The 24-hour fitness center is well-equipped, with large floor-to-ceiling windows facing the pool.
Large suites with river views
I was lucky enough to stay in a 788-square-foot Big River Suite. True to its name, it has close to 180-degree views of the river through the large windows in the bedroom and parlor. I could see the Memphis-Arkansas Bridge, Big River Crossing and the M Bridge.
On the first day I was there I could also see a riverboat on Beale Street Landing that paddled away later in the afternoon, taking its passengers up the Mississippi River.
The seating area includes a TV, recliner with ottoman and sectional sofa. It also has a table with four chairs and kitchen area with a mini fridge, coffee maker and sink.
The bathroom has two sinks and shower with an exterior covered in Memphis-related words. In addition to an armoire for storing clothes, it also has a bench that was a perfect place for my suitcase.
Location on Beale Street
Hyatt Centric Beale Street is the only hotel on Beale Street. Within a few minutes of walking out the front door, we were strolling by the bars and restaurants, enjoying the strains of live music, whether it was 11:30 a.m. or 8:30 p.m.
The hotel is also within walking distance to other attractions, including the Orpheum Theatre. the National Civil Rights Museum, the Peabody Memphis and the Old Dominick Distillery.
We could also walk to Dinstuhl’s Fine Candies on S. Main Street, the place to go to satisfy your sweet tooth or pick up some gift items. I recommend the truffles. Just down the street is a DGX, a baby Dollar General, where you can pick up toiletry items you need.
Access to Hyatt’s new brand hotel, Caption
Hyatt has introduced a new brand, Caption, which has a location right next door and can be accessed directly from the lobby.
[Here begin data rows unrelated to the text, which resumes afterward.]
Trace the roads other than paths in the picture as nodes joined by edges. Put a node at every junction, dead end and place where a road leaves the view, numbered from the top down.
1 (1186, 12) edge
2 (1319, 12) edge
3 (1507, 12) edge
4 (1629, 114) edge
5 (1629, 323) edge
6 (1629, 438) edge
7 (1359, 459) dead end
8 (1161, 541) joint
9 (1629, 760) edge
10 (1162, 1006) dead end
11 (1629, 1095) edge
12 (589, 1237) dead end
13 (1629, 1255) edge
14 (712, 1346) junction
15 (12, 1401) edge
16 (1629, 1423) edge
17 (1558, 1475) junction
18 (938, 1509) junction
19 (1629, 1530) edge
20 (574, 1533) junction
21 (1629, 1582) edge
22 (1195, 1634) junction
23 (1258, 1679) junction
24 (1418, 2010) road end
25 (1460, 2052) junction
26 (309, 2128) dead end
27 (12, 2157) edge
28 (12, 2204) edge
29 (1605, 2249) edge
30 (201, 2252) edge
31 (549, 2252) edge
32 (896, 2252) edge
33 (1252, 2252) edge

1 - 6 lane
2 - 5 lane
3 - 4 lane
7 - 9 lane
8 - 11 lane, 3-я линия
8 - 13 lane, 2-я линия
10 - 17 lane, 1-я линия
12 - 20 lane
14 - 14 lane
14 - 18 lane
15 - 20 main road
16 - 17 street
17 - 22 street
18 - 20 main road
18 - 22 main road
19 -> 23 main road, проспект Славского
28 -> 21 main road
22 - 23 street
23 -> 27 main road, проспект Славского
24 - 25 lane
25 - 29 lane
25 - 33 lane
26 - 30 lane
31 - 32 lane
Caption by Hyatt Beale Street doesn’t have a traditional lobby, but rather lots of seating spaces more like a coffee shop. There’s a smaller enclosed seating area perfect for getting work done and a room with a pool table. It also has a nice shaded outdoor area where we enjoyed lunch one day.
The restaurant, Talk Shop, serves breakfast, sandwiches and small plates. Try Netta’s Chicken Sammy, a hot chicken sandwich named for its creator, Memphian Chernetta “Netta” Wiggins.
Top Things to Do in Memphis
I had only breezed through Memphis once years ago on a trip from Atlanta to Little Rock with my dad to see my grandparents. I really enjoyed spending time in the city, getting to learn about its music heritage, experiencing its southern hospitality and digging into the local cuisine that included ribs from The Rendezvous and chocolate salty balls from Ibis.
Here are places I recommend you visit on your next trip to the Home of the Blues.
• Ride the Memphis Trolley. Hop on a vintage trolley car to travel around the city. There are three lines: Main Street Line, Riverfront Line and Madison Line. Rides are just $1 or $2 for an all-day pass.
• Walk across the Big River Crossing, the longest pedestrian bridge across the Mississippi. About halfway across you’ll see the sign that you’ve crossed into Arkansas.
• Stroll down Beale Street and stop in any of several places to hear live music. Step into the courtyard of the Irish pub Silky O’Sullivan’s to see the Irish diving goats.
• Visit the National Civil Rights Museum housed at the Lorraine Motel where you can see the room where Martin Luther King Jr. stayed the night before he was shot on the balcony of his hotel room.
• Take a ghost tour with Memphis Ghost Tour where you’ll learn of some eerie tales. You’ll visit a few haunted places, including the dive bar Earnestine & Hazel’s, recognized as one of the most haunted places in the country. Our group was invited to tour the bar, including the infamous upstairs, but several of them did not dare to enter.
• Sing into the microphone used by the stars during a tour of Sun Studio, known as the birthplace of rock ‘n’ roll.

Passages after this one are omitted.